BEGIN

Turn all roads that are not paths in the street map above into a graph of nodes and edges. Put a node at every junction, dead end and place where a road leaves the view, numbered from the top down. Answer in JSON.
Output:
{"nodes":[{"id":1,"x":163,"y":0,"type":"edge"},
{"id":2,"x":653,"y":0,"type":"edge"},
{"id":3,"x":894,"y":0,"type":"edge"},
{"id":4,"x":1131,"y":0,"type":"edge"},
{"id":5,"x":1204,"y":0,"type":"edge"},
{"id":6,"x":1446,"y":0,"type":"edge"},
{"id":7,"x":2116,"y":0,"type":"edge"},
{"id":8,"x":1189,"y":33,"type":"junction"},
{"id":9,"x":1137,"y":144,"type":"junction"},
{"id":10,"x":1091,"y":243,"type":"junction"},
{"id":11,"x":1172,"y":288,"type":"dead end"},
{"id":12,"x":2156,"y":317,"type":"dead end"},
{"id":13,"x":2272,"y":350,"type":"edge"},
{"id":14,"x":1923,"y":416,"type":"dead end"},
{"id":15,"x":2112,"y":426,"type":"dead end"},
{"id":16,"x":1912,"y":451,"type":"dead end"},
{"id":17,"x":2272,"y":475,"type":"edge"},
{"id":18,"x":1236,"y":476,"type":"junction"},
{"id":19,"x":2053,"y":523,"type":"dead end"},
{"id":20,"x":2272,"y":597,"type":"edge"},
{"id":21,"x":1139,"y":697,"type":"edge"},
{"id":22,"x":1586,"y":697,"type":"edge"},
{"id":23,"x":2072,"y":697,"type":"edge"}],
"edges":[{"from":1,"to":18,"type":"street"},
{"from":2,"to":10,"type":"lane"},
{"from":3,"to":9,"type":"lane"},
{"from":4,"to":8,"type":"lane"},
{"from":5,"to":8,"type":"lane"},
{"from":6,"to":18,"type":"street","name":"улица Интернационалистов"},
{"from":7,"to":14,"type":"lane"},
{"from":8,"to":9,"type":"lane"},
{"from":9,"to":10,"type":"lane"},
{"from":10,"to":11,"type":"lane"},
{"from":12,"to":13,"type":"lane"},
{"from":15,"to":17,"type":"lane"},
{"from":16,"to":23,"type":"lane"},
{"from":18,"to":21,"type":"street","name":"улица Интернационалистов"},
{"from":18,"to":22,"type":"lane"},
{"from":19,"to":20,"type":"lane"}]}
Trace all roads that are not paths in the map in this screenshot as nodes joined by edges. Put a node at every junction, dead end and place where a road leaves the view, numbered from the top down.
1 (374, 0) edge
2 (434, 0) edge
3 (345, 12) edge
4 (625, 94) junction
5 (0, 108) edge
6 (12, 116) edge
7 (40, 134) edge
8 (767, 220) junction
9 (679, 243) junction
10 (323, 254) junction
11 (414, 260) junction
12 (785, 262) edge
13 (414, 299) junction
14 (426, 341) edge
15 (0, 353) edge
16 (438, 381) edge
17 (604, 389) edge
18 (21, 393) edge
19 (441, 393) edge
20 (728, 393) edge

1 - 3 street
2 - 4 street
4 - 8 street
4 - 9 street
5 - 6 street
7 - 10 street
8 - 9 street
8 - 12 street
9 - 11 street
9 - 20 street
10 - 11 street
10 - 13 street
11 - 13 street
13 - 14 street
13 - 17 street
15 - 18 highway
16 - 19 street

END
BEGIN

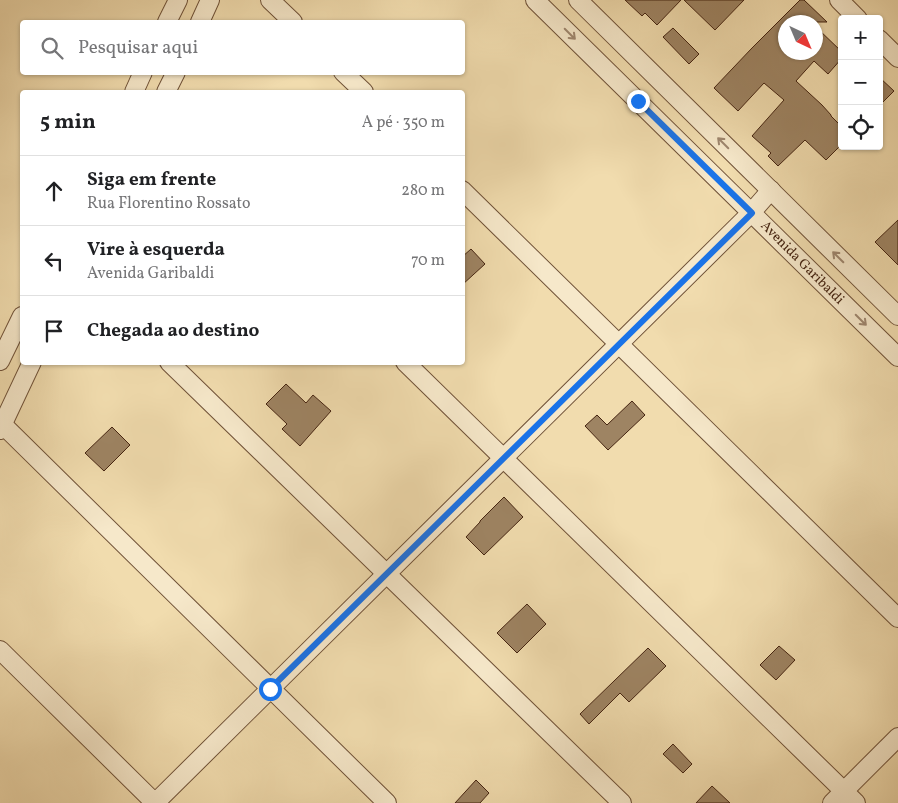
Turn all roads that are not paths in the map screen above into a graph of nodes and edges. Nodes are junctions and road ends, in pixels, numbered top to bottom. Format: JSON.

END
BEGIN

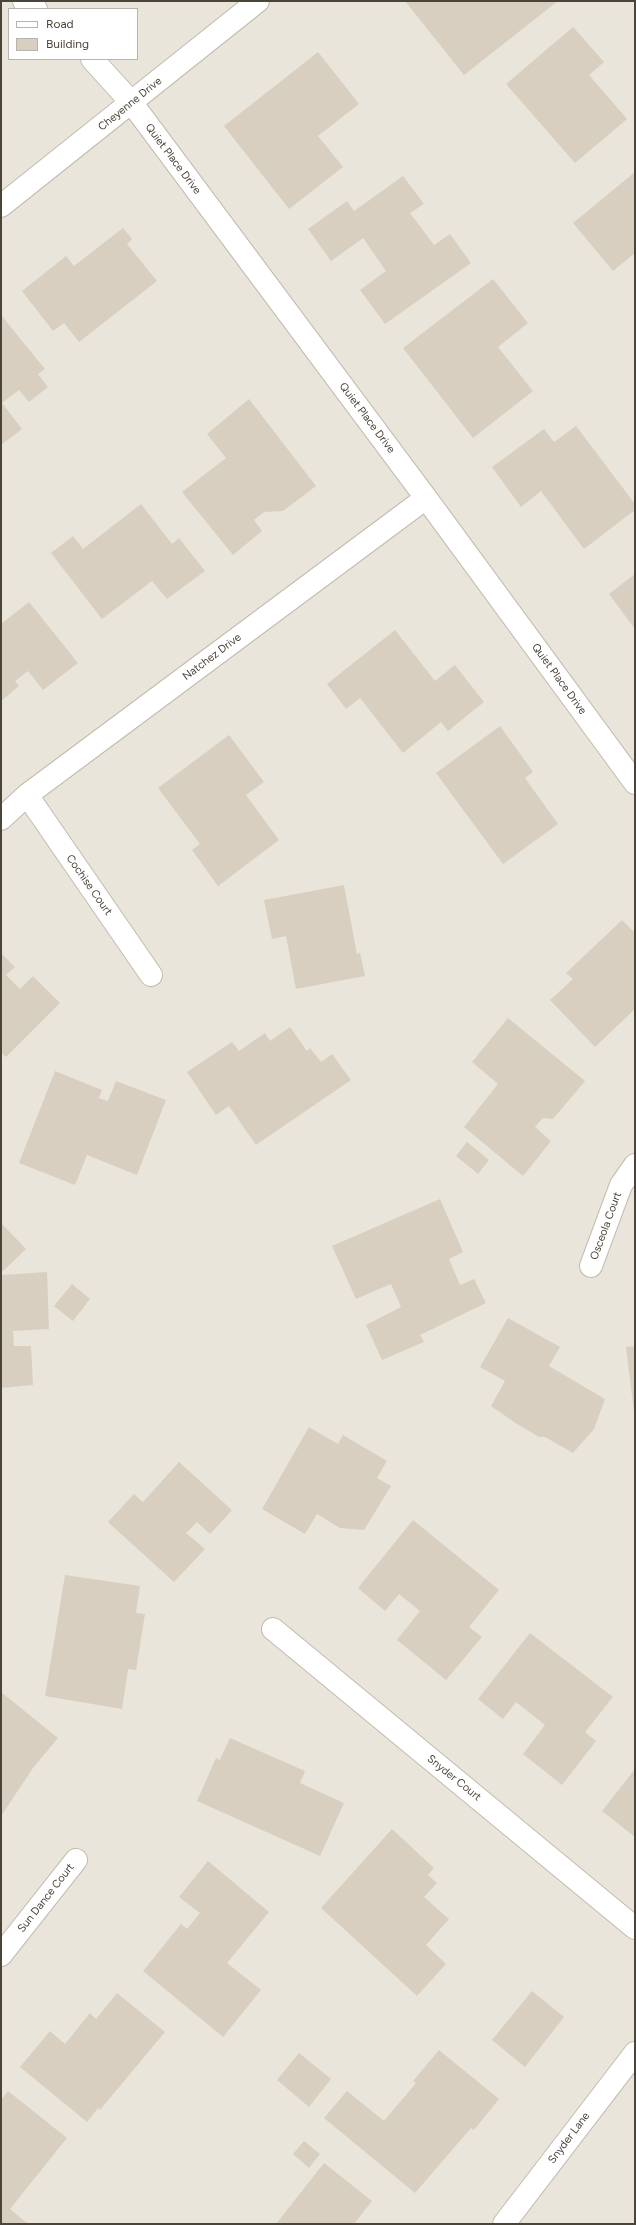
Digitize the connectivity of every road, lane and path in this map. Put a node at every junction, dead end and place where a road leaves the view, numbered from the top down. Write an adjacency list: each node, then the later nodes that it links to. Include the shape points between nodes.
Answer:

END

## [WORK TO COMPLETE]
Using the records above, find and show each line with the string "Answer".

## [WRITTEN RESPONSE]
Turn all roads that are not paths in the street map above into a graph of nodes and edges. Put a node at every junction, dead end and place where a road leaves the view, numbered from the top down. Answer in JSON.
Answer:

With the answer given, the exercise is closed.